Marijuana smoke wafting
tattered halls, tattered tenants
paying overdue rent in art
displayed on lobby walls
and hiding from hustlers
pushers, hookers, pimps
holdups, gunfire, junkies
room fires, overdoses, leaps
from the roof or out windows.

A city no longer doable
for artists, the young or old
the hotel sold, closed down
the power of the creative
community forgotten
as history made way
for the fortunate few
rooftop gardens torn up
the wall art torn down
rooms gutted and enlarged
into 155 elite suites
a lobby full of new art
a lobby bar full of chic.

In the city of ashes
the city of gold, the Chelsea
on the Register of Historic Places
the icon casts a glitter sheen
for influencer appeal.

Key West

The southernmost isle
once called Cayo Hueso
the island of bones—
bones from a battle
or Indian burial ground
so there was always this
legacy of lawlessness:
pirates, wreckers, smugglers
drugs, drinking, wilderness
only reachable by boat
the glistening white sand
water jade green and aqua
where ocean and Gulf met.

Pirates hunted for booty
until the Navy arrived
built a base, a busy port
for Greek sponge divers
for Cuban cigar makers
treasure hunters seeking
shipwrecks and sunken gold
then the hotels and shops
cottage homes and bars
the Conch Republic born
of Caribbean and Cuban influx
and escapees from elsewhere
creating a rough culture.

Henry Flagler linked the chain
Palm Beach to the Keys
the East Coast Railway
and a hotel for visitors
escaping winter storms
Prohibition’s restrictions
to where liquor flowed
the Conchs smuggling in
fat boatloads of booze
after a deadly hurricane
blew down the railroad
the Overseas Highway
the route to Key West
the tropical oasis
otherworldly, exotic
a seaside sanctuary
where art could flourish.

Hemingway in residence
fishing, drinking, writing
his most significant works
he nicknamed his island
the St. Tropez of the poor
and Tennessee Williams
bought a bungalow refuge
brought gay friends to stay
in the laissez faire outpost
of the next literary star
Thomas McGuane filming
his rock ‘n’ roll novel
Ninety-Two in the Shade
his pal Jimmy Buffett
on the soundtrack
with no real music scene
in the eclectic bars where
everyone gathered, all types:
politicians and criminals
hippies and rednecks
artists and bums and
he sang for free drinks
began to write story-songs
on the laidback island life.

When “Margaritaville” hit
the charts and the tourists
flocked to the happy hours
cheeseburgers in paradise
cruise ships, mad crowds
crime, trash and trinkets
new rents and home prices
nobody could afford
so the writers left
the millionaires, developers
vacationers and wannabes
an alcohol-fueled theme park
the old island of bones
the legacy of pirates
seeking others’ treasure
blind to it themselves.

Provincetown

A finger of land at the very tip
a sandbar to mainland Mass
a salty spit of gray isolation
after the Mayflower anchored
the women washed, their men
stole Indian corn, skirmished
before moving on to Plymouth
and Portuguese whalers arrived
harpooning thick pods to sell
whale oil, bones, baleen, the cod
catch plush so they sent for family
the railroad down from Boston and
the Cape Cod School of Art
in the diverse community
of immigrants, artists, outsiders.

Ensconced in a lunar dunescape
in the old Life-Saving Station
young Eugene O’Neill penned
19 short plays, 7 long, his first
performed in a decrepit fish shed
Bound East for Cardiff giving birth
to modern American drama
Anna Christie about the fishermen
on the island: a grand place
to be alone and undisturbed.

John Dos Passos down the street
on Commercial faced the harbor and
Norman Mailer’s house where he wrote
the majority of his books in summers
and spent his final years in:
the freest town in America
that was naturally spooky off-season
a place for murderers and suicides
with cold sea air with a bottomless chill.

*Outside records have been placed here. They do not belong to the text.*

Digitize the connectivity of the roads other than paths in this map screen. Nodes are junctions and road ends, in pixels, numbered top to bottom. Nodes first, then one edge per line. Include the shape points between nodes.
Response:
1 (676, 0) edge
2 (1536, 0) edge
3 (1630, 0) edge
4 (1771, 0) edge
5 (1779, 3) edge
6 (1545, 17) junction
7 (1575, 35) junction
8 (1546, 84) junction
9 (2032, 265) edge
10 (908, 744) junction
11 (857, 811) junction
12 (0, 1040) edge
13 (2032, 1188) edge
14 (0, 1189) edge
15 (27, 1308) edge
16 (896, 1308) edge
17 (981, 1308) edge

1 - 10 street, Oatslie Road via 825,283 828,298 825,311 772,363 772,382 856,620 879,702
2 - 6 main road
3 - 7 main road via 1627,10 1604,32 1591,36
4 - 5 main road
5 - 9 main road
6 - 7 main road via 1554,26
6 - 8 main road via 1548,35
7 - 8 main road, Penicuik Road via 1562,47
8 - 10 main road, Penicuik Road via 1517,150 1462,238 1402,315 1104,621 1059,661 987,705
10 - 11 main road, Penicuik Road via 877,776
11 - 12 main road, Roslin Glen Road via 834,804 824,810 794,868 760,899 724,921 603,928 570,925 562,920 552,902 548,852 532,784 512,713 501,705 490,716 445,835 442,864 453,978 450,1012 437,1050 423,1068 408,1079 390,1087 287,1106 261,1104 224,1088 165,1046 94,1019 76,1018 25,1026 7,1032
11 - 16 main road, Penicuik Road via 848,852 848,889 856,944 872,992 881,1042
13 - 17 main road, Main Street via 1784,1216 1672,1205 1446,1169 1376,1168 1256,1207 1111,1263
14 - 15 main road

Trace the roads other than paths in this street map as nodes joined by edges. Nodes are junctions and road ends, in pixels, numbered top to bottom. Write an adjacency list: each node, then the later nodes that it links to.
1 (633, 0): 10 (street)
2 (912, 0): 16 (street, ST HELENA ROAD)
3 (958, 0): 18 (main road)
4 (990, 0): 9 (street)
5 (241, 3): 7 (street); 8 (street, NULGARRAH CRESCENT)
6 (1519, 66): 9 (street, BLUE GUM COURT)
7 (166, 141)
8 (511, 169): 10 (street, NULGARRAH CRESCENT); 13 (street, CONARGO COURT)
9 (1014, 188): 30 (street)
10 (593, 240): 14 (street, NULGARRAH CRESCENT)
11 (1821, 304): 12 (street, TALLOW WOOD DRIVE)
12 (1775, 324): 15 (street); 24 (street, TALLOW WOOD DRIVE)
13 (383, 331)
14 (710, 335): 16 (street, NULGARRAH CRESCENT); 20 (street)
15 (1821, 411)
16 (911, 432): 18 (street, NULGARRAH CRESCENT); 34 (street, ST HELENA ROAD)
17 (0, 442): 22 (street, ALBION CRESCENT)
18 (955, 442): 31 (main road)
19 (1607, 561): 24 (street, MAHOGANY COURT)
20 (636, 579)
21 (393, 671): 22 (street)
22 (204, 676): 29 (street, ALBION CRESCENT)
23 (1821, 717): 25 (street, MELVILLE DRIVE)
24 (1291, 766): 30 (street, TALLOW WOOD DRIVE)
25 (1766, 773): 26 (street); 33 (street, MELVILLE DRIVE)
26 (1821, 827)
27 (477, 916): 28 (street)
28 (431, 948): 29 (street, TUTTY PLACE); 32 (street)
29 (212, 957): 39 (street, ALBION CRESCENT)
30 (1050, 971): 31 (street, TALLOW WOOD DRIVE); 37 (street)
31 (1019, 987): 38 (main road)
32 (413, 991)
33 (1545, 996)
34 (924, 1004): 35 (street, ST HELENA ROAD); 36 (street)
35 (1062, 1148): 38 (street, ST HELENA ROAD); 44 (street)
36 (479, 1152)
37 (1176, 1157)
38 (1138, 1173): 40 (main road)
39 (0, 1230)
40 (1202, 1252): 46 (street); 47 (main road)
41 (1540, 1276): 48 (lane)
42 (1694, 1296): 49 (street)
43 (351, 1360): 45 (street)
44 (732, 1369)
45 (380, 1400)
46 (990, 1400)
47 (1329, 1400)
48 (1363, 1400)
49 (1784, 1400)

Painters came for the crystal purity
of the aquatic light, translucent
fleets of squid, flocks of white
gulls drafting faded scallop boats
squawking terns chasing scarlet crabs
red-faced men on creaky piers
inhaling deep the briny scent
the slap of foamy waves
against the rocky shore.

Mary Oliver wrote for decades
lush poems on the beauty
of the island she called home
the skittish skunk, rusty fox
glistening sand and scrubby pines
the endless surf, the unending call
of the foghorn’s haunting note
winters windswept and desolate
and summer’s blast of blues
sunset orange on the salt flats
soft music in the misty dawn
of inspiration and retreat.

Poetry from John Grey

THIS ACTING GIG

The world is overrun with plays,
with busy sets,
overwhelming characters.
The actors are passersby, strangers,
who fire their perverse blanks
inches from my temple.

The cars, the trains, are part of it.
The ruined buildings and
their ceaseless shadows too.
My footsteps on the blunt sidewalk
are the interminable soundtrack
to the tale which keeps on telling.

It’s a love story.
But I’m not the leading man.
It’s a drama.
Simple conversations
are so fraught with dread.
It’s a comedy.
The audience awaits
my very next pratfall.

Sometimes, I wonder
what am I doing in the cast,
why are they all looking at me,
what do I say next.

But then comes the great relief
of forgotten lines
suddenly remembered.
I’m an actor again.
I inhale my motivation.
I exhale my interminable bows.

DIARIES

Each cover had a lock

And there were five of the books in total,

one for every year from when she was 12

to her time as sweet 16.

She says she recorded everything

from the most mundane

to her deepest, darkest thoughts.

A page might consist of

what she wore to school

coupled with her feelings

toward her stepmother.

She held nothing back.

I asked her whatever happened

to her diaries.

She replied that she had stored them

in the drawer of her bed,

until she was twenty

when she took one out, began to read it.

The author was a stranger she concluded.

And it wasn’t much of a story.

So she threw them on the fire.

And those five years seemed grateful

to go up in flame.

They crackled and spat for a time

but ultimately were nothing but ashes.

Only the locks remained.

She let them simmer there.

For all I know, they simmer still.  

HAVING LOST SOMEONE

In the darkness,

overcome with grief,

maybe a hundred,

a thousand, restless souls

throughout the city

whisper as one,

“What do we do now, sad people?”

I’m not saying

they’re the ones

gathering under the streetlamp.

But there’s a great sob

coming from that direction.

And I can’t believe

those are tears of light.

THE OSPREY IN THE MARSH POND

Sheer horror in the water,

a young osprey floating on the surface,

wings fumbling for momentum,

puncture wounds oozing blood.

One of the young birds I’d been watching,

so near to being fully fledged,

but now turning in an infernal arc,

as the parents screech from somewhere above.

Feathers that dealt him flight,

now tilted and waterlogged,

dark eyes scanning his slim chances.

I lift him up, place him on a rock.

No gratitude, just all fear.

My trespass shrinks before his dying breath.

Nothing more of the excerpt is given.